TUI Deutschland hat für den Sommer bisher 10 Prozent minus bei den Buchungen und minus 12 Prozent beim Umsatz hinnehmen müssen.
Wie die Stiftung für Zukunftsfragen in Hamburg mitteilte, können sich viele Deutsche keine Reise leisten. "Viele Deutsche sind verunsichert und wissen nicht mehr, ob sie sich eine Urlaubsreise überhaupt noch leisten können", so der Experte Ulrich Reinhardt. Im vergangenen Jahr hätten 52,1 Prozent der Deutschen eine Urlaubsreise unternommen. Bei der Frage nach den Motiven für den Reiseverzicht nennen 56,2 Prozent finanzielle Gründe, weit mehr als gesundheitliche (18,9 Prozent) oder familiäre (16,1 Prozent) Einschränkungen. Für die Studie wurden 4.000 Menschen nach ihrem Urlaubsverhalten 2008 und ihren Reiseabsichten 2009 befragt.
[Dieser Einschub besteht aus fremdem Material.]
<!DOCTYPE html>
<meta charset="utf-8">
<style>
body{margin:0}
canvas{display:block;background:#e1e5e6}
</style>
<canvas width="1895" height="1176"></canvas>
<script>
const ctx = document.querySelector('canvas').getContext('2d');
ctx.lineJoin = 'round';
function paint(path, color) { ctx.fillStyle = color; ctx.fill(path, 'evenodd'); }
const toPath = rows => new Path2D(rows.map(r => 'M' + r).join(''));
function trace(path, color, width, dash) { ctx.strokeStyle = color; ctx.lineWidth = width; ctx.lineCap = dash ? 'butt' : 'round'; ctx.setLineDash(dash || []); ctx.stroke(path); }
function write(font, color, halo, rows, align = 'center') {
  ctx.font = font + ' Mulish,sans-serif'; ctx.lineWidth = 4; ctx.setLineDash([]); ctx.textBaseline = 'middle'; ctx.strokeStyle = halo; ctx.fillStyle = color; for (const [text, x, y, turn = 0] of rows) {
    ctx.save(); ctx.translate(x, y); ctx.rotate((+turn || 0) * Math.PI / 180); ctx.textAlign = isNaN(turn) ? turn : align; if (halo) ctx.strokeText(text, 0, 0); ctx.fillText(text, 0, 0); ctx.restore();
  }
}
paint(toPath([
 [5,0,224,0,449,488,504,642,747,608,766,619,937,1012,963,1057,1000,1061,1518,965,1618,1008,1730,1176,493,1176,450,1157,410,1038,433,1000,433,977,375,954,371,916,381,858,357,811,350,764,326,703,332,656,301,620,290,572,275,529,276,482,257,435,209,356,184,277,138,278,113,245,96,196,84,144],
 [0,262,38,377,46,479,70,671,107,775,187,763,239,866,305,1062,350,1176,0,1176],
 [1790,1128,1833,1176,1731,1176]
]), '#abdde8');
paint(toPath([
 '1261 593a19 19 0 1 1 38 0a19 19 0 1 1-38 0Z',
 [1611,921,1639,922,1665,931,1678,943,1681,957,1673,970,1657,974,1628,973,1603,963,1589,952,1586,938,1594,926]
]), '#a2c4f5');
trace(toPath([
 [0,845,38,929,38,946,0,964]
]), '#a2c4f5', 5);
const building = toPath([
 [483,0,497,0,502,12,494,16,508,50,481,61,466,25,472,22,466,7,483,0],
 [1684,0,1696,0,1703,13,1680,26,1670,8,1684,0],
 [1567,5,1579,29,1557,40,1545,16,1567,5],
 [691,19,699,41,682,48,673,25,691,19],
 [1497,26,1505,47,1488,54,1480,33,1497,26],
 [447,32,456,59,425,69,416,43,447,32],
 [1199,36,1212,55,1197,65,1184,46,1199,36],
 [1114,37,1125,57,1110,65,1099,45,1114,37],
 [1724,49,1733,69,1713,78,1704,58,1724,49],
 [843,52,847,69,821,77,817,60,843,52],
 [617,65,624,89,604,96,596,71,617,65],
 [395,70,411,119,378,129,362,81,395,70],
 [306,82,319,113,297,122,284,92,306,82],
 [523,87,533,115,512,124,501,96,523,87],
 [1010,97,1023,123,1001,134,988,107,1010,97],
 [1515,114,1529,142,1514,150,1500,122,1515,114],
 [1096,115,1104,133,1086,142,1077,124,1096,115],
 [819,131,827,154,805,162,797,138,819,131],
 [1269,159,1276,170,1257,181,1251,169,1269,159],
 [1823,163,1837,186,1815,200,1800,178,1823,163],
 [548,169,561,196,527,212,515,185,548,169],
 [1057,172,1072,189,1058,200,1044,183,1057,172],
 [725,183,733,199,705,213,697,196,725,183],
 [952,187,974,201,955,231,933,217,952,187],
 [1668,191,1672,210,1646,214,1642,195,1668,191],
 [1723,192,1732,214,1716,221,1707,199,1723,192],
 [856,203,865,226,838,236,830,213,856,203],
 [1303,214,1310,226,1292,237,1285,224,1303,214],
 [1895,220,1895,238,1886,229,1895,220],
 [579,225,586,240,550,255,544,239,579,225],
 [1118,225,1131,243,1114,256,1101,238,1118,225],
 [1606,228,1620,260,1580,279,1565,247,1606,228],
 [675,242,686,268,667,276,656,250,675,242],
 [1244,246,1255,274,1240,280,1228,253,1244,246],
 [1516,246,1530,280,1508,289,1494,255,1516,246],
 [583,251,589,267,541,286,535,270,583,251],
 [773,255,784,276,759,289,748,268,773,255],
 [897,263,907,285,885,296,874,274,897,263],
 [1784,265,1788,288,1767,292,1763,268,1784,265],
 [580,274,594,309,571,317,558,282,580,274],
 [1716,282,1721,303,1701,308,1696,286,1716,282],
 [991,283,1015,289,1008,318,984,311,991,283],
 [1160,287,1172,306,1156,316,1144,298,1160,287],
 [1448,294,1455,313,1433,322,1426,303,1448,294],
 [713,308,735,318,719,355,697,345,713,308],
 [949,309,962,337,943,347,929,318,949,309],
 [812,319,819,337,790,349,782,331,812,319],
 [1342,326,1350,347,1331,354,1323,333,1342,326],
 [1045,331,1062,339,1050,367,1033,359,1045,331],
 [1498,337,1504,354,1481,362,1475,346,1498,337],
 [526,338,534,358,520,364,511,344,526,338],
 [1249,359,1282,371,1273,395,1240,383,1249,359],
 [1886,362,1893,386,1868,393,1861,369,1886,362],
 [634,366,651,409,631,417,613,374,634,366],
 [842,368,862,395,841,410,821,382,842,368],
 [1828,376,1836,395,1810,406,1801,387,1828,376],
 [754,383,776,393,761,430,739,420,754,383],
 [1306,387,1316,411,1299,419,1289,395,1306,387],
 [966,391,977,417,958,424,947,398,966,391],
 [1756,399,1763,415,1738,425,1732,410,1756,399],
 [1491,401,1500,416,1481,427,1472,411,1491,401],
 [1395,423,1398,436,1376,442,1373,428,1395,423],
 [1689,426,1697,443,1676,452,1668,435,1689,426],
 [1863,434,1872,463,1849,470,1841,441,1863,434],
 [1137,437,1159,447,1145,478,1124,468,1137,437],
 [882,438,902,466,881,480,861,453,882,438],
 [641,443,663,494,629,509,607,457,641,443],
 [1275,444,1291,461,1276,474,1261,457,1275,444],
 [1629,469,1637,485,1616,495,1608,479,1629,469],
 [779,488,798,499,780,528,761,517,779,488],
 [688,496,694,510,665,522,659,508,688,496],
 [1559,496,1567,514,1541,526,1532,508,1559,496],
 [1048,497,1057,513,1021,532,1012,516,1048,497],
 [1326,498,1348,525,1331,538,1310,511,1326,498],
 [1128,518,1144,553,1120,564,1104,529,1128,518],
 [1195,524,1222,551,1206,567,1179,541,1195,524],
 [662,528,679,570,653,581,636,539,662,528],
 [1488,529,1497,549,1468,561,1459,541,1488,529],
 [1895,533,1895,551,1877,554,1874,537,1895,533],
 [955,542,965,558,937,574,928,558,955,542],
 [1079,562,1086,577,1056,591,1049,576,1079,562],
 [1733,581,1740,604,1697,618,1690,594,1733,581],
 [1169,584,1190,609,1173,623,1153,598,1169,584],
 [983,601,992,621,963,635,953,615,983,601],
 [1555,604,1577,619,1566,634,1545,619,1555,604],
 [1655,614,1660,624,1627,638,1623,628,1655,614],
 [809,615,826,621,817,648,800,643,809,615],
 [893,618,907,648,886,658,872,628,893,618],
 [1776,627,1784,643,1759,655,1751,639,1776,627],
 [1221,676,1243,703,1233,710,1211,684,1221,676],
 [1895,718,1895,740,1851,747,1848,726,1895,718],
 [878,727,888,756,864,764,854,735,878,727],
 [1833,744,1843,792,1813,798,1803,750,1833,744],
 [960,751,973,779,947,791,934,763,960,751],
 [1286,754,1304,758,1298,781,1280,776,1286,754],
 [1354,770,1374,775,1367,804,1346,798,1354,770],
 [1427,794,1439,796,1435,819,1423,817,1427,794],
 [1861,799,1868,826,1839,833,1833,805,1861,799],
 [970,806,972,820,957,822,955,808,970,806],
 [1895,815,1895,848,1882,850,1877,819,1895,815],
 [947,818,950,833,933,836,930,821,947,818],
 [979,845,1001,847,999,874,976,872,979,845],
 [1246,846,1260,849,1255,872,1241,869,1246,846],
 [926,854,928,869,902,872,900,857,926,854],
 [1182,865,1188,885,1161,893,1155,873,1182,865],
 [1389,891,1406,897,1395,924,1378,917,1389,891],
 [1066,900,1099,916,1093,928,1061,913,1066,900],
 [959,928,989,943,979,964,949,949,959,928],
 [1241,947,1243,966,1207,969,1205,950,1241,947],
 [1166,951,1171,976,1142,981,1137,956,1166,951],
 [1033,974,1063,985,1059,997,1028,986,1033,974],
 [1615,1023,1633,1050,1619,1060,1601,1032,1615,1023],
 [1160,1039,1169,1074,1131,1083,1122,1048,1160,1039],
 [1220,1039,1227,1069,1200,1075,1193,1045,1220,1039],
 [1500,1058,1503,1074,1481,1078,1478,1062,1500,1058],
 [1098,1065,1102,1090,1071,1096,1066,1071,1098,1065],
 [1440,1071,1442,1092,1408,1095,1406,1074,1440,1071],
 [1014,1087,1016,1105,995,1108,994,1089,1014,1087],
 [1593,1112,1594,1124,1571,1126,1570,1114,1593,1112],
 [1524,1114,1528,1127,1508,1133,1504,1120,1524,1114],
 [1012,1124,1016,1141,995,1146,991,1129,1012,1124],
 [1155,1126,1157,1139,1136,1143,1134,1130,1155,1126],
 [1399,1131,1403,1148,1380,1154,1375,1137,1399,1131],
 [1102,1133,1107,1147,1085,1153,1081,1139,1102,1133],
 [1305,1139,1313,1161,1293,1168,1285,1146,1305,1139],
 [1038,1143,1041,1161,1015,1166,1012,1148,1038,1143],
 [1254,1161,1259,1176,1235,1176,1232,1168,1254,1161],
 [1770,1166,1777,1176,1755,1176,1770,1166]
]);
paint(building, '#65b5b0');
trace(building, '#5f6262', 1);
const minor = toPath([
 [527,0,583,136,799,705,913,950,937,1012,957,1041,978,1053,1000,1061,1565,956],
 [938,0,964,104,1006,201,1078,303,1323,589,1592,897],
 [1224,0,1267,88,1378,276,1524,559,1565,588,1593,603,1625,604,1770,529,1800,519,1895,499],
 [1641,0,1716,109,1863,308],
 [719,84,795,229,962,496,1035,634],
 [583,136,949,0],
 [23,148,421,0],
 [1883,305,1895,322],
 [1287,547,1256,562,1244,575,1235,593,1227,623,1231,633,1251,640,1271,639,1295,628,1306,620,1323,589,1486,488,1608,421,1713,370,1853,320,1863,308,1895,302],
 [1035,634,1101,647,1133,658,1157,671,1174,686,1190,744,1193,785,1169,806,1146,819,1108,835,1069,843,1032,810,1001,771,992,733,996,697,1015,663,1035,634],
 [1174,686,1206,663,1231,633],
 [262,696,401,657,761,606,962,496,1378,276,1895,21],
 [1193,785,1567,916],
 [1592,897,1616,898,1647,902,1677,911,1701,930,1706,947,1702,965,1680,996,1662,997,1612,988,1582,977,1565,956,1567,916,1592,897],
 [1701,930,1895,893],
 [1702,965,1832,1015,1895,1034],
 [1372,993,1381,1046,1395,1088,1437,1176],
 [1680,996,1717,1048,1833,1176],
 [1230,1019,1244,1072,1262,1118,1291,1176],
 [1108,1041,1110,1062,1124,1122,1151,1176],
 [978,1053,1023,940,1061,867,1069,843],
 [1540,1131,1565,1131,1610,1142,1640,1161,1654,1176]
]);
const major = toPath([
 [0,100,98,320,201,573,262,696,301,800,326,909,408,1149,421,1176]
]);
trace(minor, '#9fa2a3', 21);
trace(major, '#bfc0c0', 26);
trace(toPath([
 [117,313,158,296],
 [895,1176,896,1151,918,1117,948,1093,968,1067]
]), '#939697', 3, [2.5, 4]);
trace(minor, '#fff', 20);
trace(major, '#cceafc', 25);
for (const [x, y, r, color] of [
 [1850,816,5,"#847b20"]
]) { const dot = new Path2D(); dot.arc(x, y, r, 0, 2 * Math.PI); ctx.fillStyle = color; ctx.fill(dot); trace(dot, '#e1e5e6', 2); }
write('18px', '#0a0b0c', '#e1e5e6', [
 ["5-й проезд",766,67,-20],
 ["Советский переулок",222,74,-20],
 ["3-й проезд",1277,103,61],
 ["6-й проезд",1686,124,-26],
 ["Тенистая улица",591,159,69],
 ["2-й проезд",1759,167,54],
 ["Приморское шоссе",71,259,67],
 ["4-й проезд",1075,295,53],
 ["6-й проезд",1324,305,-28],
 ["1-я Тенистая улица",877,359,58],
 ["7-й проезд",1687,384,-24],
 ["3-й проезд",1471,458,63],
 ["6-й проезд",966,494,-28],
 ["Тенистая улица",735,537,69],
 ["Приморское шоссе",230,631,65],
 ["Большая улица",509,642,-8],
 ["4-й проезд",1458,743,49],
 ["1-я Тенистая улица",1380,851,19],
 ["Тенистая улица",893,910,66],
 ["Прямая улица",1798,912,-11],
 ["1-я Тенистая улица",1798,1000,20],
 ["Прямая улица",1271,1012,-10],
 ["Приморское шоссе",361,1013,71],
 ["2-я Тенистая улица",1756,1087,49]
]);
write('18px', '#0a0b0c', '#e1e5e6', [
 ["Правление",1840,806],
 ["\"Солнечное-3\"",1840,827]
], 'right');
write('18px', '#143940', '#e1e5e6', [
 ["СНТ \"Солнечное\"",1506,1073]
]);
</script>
Potenzial für Sommer-Reisegeschäft
Die Reiseplanungen für den Sommer liegen laut deutscher Marktforschung aktuell rund 5 Prozent unter dem Vorjahr. Gleichzeitig aber gibt es noch ein Restpotenzial von fast 14 Millionen reisewilligen Deutschen, sagte Böttcher im Interview mit der Nachrichtenagentur dpa. Das deute auf ein starkes Kurzfristgeschäft hin. "Wir wissen, dass sich vor allem Paare noch für Flugreisen ans Mittelmeer entscheiden werden. Davon werden vor allem Spanien und Griechenland profitieren, wo noch genügend Restkapazitäten zur Verfügung stehen", glaubt der TUI-Boss.
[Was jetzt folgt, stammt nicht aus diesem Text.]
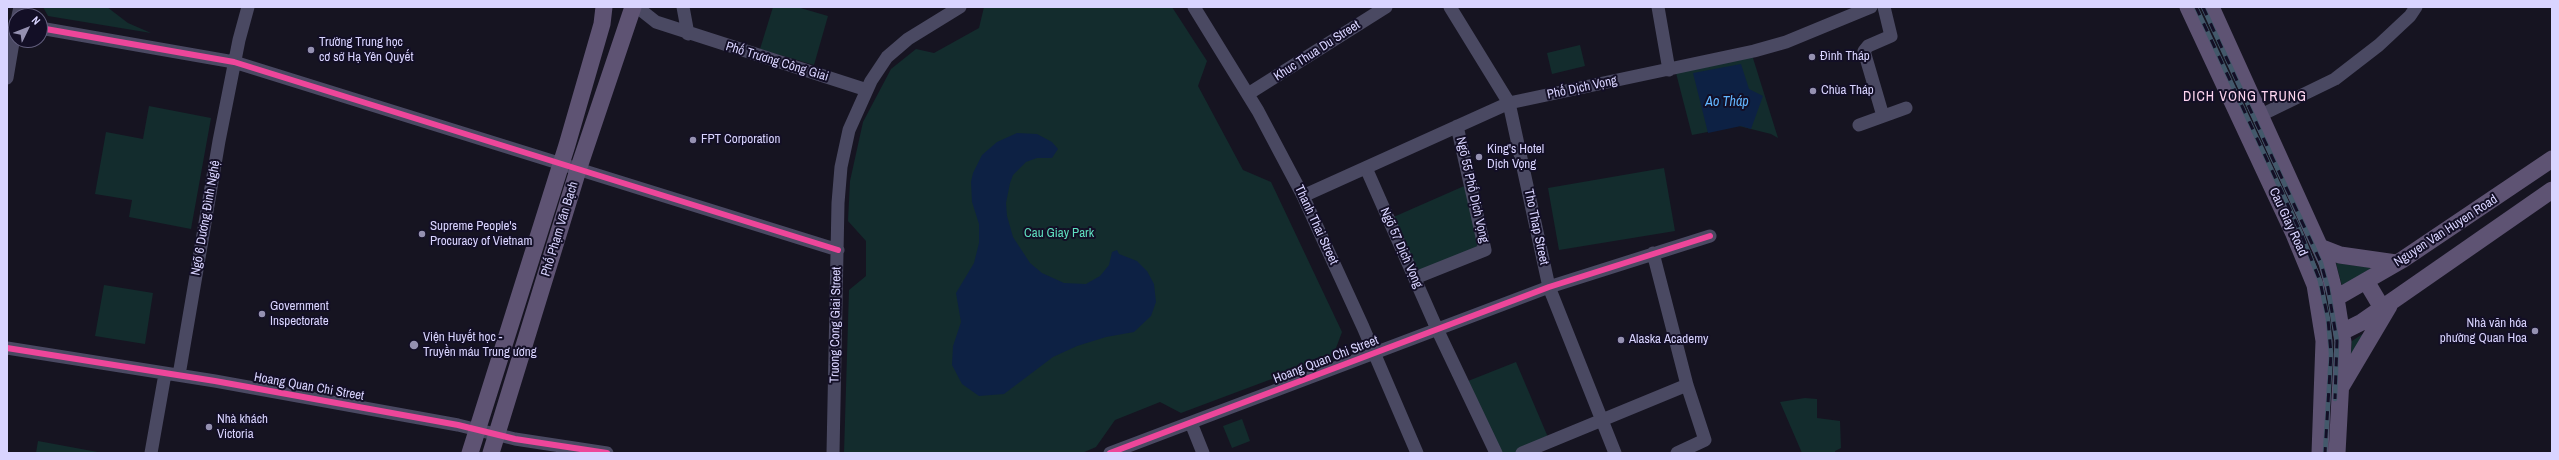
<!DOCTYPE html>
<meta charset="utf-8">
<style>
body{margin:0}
#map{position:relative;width:2559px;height:460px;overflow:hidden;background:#161421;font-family:"Archivo Narrow",sans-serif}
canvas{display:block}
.frame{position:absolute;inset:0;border:8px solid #d9d4ff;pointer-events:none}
.north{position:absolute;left:8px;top:8px;width:40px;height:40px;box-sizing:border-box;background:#130f26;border:1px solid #625e7d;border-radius:50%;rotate:47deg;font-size:11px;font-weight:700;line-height:16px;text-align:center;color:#d9d4ff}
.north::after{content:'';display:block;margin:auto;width:14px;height:18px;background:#9591b1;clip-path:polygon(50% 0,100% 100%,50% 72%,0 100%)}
</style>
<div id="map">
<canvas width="2559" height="460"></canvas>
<div class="frame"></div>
<div class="north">N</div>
</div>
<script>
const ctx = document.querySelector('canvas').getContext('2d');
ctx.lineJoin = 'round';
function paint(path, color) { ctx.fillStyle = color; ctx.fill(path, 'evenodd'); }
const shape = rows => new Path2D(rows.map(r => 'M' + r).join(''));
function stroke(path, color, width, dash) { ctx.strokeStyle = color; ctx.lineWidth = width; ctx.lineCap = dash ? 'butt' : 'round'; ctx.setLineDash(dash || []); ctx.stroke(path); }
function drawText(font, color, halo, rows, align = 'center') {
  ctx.font = font + ' "Archivo Narrow",sans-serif'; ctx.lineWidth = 4; ctx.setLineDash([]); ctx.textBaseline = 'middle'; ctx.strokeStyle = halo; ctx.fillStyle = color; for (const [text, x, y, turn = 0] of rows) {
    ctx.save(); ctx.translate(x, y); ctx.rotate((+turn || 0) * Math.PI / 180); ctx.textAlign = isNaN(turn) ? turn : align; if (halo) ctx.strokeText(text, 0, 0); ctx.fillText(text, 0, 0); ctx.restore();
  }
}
const green = shape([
 [43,7,107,7,128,23,151,33,48,16],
 [773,7,797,7,828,16,814,65,760,49],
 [984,7,1172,7,1207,61,1198,86,1243,170,1271,182,1342,332,1333,356,1181,413,1160,402,1115,420,1096,447,1082,453,844,453,849,290,866,276,866,241,848,221,850,181,863,122,891,69,916,49,934,53,979,28],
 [1580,45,1585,66,1552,74,1547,53],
 [1752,55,1778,138,1771,134,1739,126,1692,135,1676,73],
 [149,106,211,118,191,229,129,217,132,200,95,194,106,132,143,139],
 [1664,168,1675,231,1559,250,1548,188],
 [1471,183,1486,246,1415,278,1389,219],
 [2336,263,2372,268,2342,286],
 [104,285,153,293,145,344,95,336],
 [2367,331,2350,362,2352,341],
 [1516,362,1550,442,1522,453,1496,453,1463,383],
 [1805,398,1817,399,1817,418,1840,421,1841,448,1835,451,1835,453,1802,453,1780,402],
 [1242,419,1250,441,1232,448,1223,426],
 [38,441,103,453,36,453]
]);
const water = shape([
 [1741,64,1749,89,1763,96,1751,129,1741,126,1708,133,1693,73],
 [1017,133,1037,134,1052,142,1058,149,1052,158,1037,158,1026,162,1013,175,1010,183,1006,203,1007,216,1013,237,1030,263,1042,273,1064,283,1086,284,1100,276,1109,265,1112,252,1117,250,1119,254,1137,261,1147,271,1154,284,1156,302,1151,316,1134,332,1106,337,1077,346,1053,357,1004,394,979,396,962,384,952,365,953,346,961,322,956,293,974,263,979,243,979,224,972,202,971,182,973,173,982,155,997,142]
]);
const minor = shape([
 [637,7,656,22,867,90],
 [683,7,688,34],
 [1194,7,1258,111,1303,196,1363,327,1417,453],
 [1450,7,1509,103,1549,287,1615,453],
 [1658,7,1669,70],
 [18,16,20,7],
 [40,28,234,62,838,250],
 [7,78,16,25],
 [1248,94,1386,7],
 [2261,115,2335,79,2379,45,2410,16,2416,7],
 [1883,116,1864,51,1868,46,1891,36,1884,7],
 [1859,125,1906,108],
 [1366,168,1437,329,1496,453],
 [1303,196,1509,103,1754,51,1786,42,1871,7],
 [1653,253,1687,385,1705,440,1677,453],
 [1415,278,1485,250,1457,126],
 [7,348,215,381,458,425,515,439,607,453],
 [179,375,219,141,239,40,248,7],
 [1191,423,1203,453],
 [151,453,165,374],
 [833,453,838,203,841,167,849,130,871,81,887,57,908,39,960,7],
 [1110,453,1549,287,1710,236],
 [1522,453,1687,385]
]);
const major = shape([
 [2188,7,2294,234,2315,285,2324,341,2320,453],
 [2211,7,2327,263,2336,298,2343,342,2337,453],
 [2322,248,2340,255,2396,263],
 [2366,281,2382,308],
 [2336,298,2402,260,2552,159],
 [2342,332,2362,322,2552,190],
 [2341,387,2389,306],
 [470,453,567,145,602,24,604,7],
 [491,453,578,170,633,7]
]);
const rail = shape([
 [2196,7,2301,233,2320,281,2328,319,2331,354,2325,453],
 [2203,7,2321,263,2328,288,2337,341,2335,399]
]);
const cycleway = shape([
 [40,28,234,62,838,250],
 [7,348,215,381,458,425,515,439,607,453],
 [1110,453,1549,287,1710,236]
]);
const markers = [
 [311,50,4,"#9591b1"],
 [1812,57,4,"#9591b1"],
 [1813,91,4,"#9591b1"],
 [693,140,4,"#9591b1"],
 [1479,157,4,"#9591b1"],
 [422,234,4,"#9591b1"],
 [262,314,4,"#9591b1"],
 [2535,331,4,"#9591b1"],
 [1621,340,4,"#9591b1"],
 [414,345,5,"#9591b1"],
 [209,427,4,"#9591b1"]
];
const poiNames = [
 ["Trường Trung học",319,43],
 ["cơ sở Hạ Yên Quyết",319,58],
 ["Đình Tháp",1820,57],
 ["Chùa Tháp",1821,91],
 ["FPT Corporation",701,140],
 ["King's Hotel",1487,150],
 ["Dịch Vọng",1487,165],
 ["Supreme People's",430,227],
 ["Procuracy of Vietnam",430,242],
 ["Government",270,307],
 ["Inspectorate",270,322],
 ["Nhà văn hóa",2527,324,"right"],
 ["phường Quan Hoa",2527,339,"right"],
 ["Viện Huyết học -",423,338],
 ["Truyền máu Trung ương",423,353],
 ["Alaska Academy",1629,340],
 ["Nhà khách",217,420],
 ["Victoria",217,435]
];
const streetNames = [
 ["Khuc Thua Du Street",1317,51,-33],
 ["Phố Trương Công Giai",777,62,17],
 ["Phố Dịch Vọng",1582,88,-12],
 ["Ngõ 55 Phố Dịch Vọng",1472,190,77],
 ["Ngõ 6 Dương Đình Nghệ",206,218,-80],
 ["Cau Giay Road",2288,222,65],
 ["Thanh Thai Street",1316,225,65],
 ["Tho Thap Street",1536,227,78],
 ["Phố Phạm Văn Bạch",560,229,-73],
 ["Nguyen Van Huyen Road",2446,231,-33],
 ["Ngõ 57 Dịch Vọng",1401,248,66],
 ["Truong Cong Giai Street",836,325,-89],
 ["Hoang Quan Chi Street",1326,360,-21],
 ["Hoang Quan Chi Street",309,387,10]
];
const parkNames = [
 ["Cau Giay Park",1059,234]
];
const neighbourhoodNames = [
 ["DICH VONG TRUNG",2245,97]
];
const waterNames = [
 ["Ao Tháp",1727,102]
];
paint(green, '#132c2d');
paint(water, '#0d2144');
stroke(minor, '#4a4962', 13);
stroke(major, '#5e5373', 17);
stroke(rail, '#43596b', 4.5);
stroke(rail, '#130f26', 3, [9]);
stroke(cycleway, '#ed469a', 6);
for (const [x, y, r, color] of markers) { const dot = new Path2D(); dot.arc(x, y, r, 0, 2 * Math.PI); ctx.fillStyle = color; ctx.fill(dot); stroke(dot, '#130f26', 1.5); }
drawText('13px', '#d9d4ff', '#130f26', poiNames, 'left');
drawText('13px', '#d9d4ff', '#130f26', streetNames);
drawText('13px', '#5fe0c0', '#130f26', parkNames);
ctx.letterSpacing = '1px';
drawText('14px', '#ffd6f0', '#130f26', neighbourhoodNames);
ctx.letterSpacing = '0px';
drawText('italic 14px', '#62b6ff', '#130f26', waterNames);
</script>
TUI hat als Reaktion auf die schwache Nachfrage Kapazitäten gekürzt und verzichtet auf Umsatz, um das Ergebnis zu retten. Zum Schutz seiner Marge nimmt das Unternehmen den Verlust von Marktanteilen in Kauf. "Wir könnten damit leben, wenn der bisher große Abstand zur Konkurrenz etwas abschmilzt", sagte Böttcher heute bei der Vorstellung des neuen Winterkatalogs in Hamburg. "Marge geht vor Menge." In Erwartung mauer Buchungen hat TUI Deutschland für den kommenden Winter die Zahl der Flugplätze um 4 Prozent reduziert, die das Unternehmen den Fluglinien garantiert abnehmen will. Es werde sich zeigen, wie ertragreich der Kurs von Konkurrenten sein werde, die - anders als TUI und Verfolger Thomas Cook - die Kapazitäten nicht deutlich gesenkt haben. Im Kampf um Marktanteile hatte der drittgrößte Anbietern Rewe sein Angebot ausgeweitet.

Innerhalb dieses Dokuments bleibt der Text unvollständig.